The study entitled “Determining Bias to Search Engines from Robot.txt” was given during the recent 2007 IEEE/WIC/ACM International Conference on Web Intelligence in Silicon Valley. Authors of the paper were named as C. Lee Giles, Yang Sun and Ziming Zhuang  who are all students of Penn State’s IST Department. 

Does this study explain why Google gets to give more results as compared to the other search engines? More so, does this study explain why Google is currently the top search engine today? I don’t think so. 
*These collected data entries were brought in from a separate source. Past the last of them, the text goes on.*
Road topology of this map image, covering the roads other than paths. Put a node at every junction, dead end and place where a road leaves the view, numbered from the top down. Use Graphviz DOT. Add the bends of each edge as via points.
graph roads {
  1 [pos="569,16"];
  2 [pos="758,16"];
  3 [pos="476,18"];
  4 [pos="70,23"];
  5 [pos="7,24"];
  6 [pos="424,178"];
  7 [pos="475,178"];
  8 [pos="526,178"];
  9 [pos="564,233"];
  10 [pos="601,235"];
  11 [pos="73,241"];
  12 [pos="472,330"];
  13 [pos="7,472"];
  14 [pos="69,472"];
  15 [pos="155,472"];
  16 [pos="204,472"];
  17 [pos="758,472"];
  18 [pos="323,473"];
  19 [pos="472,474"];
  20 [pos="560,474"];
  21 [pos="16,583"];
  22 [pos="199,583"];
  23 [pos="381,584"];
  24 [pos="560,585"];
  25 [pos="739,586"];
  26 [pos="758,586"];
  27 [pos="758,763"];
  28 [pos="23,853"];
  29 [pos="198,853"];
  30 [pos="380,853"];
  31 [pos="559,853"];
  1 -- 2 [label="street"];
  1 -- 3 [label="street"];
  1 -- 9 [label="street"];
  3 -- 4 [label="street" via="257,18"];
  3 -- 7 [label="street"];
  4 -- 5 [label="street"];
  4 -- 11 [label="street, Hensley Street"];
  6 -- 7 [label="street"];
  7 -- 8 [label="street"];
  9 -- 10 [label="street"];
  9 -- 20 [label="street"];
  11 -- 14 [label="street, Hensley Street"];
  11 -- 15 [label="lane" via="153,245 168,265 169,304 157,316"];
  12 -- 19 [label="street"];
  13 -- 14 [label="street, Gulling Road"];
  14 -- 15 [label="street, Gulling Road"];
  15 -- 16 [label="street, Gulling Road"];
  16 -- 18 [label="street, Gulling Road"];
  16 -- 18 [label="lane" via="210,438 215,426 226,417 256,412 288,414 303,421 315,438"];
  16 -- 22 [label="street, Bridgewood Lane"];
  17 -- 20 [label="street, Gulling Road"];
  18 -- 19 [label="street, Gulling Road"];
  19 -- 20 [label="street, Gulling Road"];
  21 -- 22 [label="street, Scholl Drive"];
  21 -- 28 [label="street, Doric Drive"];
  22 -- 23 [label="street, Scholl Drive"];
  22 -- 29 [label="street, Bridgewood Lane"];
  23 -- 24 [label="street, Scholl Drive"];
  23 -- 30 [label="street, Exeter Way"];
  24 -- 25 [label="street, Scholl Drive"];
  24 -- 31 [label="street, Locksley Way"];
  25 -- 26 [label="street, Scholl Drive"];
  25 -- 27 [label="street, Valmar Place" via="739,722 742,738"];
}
What interests me though, and which was not explained by the study was why those webmasters would consciously write robot.txt files that favors Google’s web crawlers to get into their pages? To gain higher page ranks for their sites? To drive more traffic?




Comments

5 responses so far ↓

  • Referatele on Nov 16, 2007 at 2:00 am

    I’m wonder if i’m using on my robots.txt the next code:

    User-agent: *
    Disallow:

    I’m still favor Google’s spiders because i’m uniformly accept all search engines.

  • Alphane Moon on Nov 16, 2007 at 6:59 am

    There is a myth that is sometimes published in computer magazines that states that using a robots.txt and explicitly allowing Googlebot access to the site will have a positive effect on Google rankings.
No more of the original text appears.